16 It is convenient here to set out paras 10,11,12 and 13 of the Tribunal's decision:
" 10 . Hungerford J rejected the respondent's argument that s579 of the Crimes Act and the relevant provisions of the Child Protection Act were inconsistent and as such the earlier enacted Crimes Act must yield to the later enacted Child Protection Act . Nor did Hungerford J accept the respondent's submission that s12(1) of the Child Protection Act which must provide that the Statute "prevails to the extent of any inconsistency between it and any other Act or law" was a complete answer to the relationship between the two (apparently) competing statutes.

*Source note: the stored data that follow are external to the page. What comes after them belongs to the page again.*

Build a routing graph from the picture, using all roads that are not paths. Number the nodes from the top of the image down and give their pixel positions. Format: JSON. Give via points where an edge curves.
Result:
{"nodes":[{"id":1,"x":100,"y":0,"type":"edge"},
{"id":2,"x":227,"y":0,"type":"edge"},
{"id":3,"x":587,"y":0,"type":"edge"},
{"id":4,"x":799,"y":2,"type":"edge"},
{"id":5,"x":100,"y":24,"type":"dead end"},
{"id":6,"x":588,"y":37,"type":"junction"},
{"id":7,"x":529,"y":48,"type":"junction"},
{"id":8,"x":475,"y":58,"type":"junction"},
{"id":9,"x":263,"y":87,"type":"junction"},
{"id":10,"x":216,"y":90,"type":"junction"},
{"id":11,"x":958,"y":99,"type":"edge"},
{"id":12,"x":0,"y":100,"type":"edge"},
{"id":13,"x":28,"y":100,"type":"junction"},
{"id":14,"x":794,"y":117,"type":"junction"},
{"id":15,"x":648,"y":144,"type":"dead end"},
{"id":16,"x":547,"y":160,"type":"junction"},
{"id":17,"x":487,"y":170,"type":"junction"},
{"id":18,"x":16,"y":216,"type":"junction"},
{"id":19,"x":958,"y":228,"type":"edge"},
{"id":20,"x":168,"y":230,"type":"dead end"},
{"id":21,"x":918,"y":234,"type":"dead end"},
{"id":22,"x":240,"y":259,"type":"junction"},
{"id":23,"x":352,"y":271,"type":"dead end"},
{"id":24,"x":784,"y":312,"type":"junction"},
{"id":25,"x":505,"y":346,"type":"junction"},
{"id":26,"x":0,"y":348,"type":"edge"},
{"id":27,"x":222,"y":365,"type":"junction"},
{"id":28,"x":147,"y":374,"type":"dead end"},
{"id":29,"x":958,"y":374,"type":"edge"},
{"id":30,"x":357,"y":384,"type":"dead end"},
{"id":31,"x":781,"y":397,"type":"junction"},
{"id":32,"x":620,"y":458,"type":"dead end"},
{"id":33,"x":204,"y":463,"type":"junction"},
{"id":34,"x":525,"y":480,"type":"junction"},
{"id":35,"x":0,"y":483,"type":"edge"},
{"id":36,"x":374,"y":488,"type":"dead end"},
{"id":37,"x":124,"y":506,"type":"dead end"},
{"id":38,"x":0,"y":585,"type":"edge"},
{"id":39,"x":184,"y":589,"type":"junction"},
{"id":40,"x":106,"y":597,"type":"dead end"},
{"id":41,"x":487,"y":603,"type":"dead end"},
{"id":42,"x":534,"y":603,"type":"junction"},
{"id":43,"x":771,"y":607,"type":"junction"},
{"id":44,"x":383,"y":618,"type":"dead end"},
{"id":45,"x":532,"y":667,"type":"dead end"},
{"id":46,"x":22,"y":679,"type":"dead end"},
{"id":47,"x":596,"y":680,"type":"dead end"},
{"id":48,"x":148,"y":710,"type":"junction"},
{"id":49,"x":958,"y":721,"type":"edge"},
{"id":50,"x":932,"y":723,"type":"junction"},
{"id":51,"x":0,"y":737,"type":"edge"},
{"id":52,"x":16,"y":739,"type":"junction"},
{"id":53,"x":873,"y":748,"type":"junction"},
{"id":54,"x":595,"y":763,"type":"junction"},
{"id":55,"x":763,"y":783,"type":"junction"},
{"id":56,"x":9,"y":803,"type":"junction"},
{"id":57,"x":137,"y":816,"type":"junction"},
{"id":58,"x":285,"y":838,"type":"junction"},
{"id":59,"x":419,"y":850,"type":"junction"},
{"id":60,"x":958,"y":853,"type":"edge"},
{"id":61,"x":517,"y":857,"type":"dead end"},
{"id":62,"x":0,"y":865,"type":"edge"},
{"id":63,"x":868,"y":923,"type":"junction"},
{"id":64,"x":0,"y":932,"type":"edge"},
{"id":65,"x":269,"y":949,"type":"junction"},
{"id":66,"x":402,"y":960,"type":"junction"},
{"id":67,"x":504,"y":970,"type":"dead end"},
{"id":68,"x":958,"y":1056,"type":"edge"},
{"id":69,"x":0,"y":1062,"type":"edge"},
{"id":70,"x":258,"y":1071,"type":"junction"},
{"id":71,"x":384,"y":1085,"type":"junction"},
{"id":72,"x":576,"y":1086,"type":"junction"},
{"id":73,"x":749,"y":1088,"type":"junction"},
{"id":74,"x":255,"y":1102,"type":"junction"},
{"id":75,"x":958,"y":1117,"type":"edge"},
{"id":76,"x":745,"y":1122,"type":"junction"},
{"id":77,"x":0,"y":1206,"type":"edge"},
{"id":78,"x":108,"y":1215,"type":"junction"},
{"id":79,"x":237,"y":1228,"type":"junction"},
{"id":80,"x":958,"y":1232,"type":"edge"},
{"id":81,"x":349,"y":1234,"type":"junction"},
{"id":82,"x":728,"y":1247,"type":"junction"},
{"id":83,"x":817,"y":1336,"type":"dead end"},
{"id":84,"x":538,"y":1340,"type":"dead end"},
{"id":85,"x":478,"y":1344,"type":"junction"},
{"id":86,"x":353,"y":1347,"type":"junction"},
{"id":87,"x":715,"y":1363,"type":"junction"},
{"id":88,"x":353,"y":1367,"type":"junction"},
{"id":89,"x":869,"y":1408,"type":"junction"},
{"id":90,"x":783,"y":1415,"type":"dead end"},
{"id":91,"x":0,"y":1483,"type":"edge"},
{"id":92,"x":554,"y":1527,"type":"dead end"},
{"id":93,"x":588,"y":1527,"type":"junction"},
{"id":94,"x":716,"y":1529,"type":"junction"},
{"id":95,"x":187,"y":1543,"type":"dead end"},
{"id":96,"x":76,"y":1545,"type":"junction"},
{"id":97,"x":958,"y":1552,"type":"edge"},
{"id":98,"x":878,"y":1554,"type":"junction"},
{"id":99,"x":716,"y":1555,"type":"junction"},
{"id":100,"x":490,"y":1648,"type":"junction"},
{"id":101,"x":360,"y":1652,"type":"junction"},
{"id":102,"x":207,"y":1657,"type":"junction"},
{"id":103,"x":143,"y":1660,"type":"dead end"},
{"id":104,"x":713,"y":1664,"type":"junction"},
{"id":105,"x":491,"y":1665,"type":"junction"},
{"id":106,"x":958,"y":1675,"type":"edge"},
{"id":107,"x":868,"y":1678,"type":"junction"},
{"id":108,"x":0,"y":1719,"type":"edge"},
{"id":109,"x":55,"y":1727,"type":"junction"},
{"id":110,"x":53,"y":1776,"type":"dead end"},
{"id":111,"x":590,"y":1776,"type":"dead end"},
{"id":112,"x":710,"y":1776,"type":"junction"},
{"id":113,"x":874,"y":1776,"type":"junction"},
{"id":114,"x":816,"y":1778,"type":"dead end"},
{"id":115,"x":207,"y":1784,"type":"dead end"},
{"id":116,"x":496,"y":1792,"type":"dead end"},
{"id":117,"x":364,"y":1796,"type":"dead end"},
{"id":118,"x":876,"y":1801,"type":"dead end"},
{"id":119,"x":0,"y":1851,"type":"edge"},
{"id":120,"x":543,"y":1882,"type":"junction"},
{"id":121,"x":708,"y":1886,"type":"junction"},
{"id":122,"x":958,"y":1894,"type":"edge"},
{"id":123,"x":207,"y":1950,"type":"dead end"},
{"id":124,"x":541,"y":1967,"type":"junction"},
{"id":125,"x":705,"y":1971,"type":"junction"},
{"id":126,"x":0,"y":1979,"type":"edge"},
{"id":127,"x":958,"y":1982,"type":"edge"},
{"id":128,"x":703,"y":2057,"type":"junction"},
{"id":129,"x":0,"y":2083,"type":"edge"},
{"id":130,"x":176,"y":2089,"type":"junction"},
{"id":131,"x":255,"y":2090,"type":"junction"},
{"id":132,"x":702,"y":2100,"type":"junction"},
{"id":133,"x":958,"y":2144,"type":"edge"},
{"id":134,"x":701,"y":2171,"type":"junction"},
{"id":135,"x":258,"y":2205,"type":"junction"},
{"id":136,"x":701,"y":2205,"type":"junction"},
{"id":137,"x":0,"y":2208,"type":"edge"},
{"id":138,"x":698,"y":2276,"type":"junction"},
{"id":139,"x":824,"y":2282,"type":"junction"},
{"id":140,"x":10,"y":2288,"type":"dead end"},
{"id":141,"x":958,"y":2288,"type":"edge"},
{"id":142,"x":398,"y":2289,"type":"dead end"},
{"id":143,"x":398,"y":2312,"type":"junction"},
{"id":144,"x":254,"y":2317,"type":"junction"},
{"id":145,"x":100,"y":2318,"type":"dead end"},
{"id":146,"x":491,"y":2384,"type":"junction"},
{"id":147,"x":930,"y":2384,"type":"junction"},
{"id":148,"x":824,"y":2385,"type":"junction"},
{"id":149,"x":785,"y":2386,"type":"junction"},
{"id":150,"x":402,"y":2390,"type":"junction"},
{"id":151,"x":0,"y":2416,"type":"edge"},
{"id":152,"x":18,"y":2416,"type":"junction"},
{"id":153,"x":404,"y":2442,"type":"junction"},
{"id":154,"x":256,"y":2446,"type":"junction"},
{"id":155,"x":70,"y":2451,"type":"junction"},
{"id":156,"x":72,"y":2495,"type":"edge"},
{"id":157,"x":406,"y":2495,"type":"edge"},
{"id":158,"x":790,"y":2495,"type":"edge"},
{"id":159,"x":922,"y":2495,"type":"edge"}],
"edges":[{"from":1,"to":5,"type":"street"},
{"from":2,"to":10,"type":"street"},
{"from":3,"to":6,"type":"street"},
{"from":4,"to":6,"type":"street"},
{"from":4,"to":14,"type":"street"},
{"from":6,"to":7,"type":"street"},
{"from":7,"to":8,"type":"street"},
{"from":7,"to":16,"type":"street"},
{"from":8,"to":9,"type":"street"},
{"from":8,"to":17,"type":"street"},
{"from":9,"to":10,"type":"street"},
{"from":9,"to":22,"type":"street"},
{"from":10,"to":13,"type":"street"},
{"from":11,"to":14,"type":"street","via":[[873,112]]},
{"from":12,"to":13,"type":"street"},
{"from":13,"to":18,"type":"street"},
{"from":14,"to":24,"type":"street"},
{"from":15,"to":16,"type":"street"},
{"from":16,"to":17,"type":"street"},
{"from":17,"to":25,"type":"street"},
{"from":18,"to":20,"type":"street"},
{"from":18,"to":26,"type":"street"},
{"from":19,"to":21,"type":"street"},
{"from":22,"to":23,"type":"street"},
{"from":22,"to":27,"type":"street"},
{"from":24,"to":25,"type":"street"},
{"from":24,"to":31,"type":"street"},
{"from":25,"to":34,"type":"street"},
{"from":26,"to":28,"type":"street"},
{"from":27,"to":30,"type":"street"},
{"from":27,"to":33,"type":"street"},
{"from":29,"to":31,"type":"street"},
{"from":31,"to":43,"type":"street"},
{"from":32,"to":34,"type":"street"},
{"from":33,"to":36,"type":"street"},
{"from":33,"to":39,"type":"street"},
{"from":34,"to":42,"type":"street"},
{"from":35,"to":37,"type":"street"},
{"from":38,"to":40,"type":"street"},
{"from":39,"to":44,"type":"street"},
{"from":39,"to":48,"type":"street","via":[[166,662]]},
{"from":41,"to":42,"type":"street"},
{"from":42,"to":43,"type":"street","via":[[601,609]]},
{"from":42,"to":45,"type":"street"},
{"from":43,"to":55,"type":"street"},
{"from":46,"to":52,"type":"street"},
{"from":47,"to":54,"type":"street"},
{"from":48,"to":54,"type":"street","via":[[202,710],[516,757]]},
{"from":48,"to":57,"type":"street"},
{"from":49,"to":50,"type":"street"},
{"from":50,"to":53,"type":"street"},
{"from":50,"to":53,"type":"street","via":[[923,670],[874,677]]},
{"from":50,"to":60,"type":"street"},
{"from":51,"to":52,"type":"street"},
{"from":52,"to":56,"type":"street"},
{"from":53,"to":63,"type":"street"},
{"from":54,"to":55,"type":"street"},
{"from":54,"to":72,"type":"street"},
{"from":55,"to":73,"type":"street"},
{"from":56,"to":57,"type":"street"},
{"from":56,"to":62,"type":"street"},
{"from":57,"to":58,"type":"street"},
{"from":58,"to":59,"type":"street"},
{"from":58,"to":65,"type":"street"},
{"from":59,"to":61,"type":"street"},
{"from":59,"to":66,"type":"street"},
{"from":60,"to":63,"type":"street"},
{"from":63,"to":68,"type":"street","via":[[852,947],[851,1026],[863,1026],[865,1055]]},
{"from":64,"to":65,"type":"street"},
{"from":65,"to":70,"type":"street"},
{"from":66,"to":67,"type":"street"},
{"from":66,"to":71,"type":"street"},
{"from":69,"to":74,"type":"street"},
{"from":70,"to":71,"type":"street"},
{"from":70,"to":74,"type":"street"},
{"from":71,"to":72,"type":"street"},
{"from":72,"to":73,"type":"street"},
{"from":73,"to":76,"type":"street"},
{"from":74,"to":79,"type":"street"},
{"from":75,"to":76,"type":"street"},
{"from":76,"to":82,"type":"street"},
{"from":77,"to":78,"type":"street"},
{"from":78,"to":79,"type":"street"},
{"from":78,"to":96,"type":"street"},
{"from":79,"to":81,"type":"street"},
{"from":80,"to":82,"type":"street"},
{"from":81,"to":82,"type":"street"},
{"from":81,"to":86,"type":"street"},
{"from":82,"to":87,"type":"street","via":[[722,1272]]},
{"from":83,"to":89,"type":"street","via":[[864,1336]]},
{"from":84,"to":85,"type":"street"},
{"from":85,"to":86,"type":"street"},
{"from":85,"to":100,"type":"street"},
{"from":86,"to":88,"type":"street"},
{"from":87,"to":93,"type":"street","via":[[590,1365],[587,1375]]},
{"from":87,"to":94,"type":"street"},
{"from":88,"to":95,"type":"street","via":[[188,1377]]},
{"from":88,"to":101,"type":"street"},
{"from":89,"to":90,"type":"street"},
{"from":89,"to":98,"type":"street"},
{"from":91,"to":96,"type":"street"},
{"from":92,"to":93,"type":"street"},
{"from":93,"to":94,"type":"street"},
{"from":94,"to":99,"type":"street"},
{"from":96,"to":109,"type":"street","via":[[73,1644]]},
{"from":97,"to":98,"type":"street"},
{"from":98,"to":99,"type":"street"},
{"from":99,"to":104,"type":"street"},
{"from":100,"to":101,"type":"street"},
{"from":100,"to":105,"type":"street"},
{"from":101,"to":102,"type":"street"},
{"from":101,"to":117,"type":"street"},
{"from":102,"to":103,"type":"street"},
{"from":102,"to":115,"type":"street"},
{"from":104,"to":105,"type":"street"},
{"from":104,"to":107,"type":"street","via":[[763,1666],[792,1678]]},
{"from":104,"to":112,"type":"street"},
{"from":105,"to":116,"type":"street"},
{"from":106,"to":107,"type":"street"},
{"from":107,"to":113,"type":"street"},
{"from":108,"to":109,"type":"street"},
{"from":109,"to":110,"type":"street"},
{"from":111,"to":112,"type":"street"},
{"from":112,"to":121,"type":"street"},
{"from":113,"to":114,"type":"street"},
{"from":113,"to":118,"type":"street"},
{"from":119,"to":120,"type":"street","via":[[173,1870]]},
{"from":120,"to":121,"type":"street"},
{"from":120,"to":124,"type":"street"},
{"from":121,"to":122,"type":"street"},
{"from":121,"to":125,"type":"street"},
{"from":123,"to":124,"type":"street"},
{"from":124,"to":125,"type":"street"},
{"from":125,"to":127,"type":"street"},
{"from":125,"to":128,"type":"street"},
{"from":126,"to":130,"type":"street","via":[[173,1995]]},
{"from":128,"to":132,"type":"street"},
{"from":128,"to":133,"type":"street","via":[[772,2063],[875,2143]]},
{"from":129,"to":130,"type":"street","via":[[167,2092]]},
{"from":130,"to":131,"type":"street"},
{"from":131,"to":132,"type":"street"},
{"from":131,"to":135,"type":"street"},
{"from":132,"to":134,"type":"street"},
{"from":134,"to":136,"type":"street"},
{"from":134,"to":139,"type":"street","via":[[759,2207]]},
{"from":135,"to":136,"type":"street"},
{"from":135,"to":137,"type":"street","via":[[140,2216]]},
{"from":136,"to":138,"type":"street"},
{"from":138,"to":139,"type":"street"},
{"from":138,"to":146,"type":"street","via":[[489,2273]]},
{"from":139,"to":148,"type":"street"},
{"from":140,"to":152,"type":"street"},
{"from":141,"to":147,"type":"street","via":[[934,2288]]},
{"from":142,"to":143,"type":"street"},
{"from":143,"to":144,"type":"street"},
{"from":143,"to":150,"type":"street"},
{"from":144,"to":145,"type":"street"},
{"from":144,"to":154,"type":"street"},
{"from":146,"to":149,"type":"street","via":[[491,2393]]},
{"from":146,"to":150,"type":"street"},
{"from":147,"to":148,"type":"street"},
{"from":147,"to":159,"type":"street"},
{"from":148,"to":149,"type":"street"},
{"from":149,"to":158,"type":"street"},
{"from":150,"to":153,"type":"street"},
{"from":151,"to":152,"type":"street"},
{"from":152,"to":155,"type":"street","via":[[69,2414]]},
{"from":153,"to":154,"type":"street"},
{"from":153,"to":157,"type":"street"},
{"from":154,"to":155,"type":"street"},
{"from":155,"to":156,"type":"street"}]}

11 .Hungerford J took the view [at 43] that there is nothing in the statutory scheme of the Child Protection (Prohibited Employment) Act ,….to make it clearly and indisputably contradictory of s579. Indeed, I am satisfied that "the fairer and more convenient" construction, to adopt the approach of Mason J in Cooper Brooks (Wollongong) Pty Ltd v Commissioner of Taxation (147 CLR 297 at p321), and one which is consistent with the competing provisions, would only be for them to operate as each subject to and in empathy with the other." He explained [at 44]:
The very basis of the scheme in the Child Protection (Prohibited Employment) Act is the status of a person as a "prohibited person" which, in turn, is made to depend upon the person having been convicted of a serious sex offence; if there not be at any relevant time such a conviction, then, it must be the case, the person would not be a prohibited person. In other words, I see no difficulty in the operation of the statute, either as to its terms or in their implementation, in the conviction concerned being one which is only properly recognisable and effective as such. Where a conviction for an offence for some reason, such as s 579 here, is no longer truly effective in any respect then, in my view, it should not, indeed cannot, be sufficiently active or operative to be a relevant conviction for the purposes of s 5 of the Child Protection (Prohibited Employment) Act ; it has, by statute, to be disregarded and is no longer of any legal force or effect. That view of the interaction between the two provisions seems to me to be consistent with the ordinary meaning of the words used in each and as being consistent with the legislative intent thereby evinced as to both schemes. I see no ambiguity in the provisions as so understood.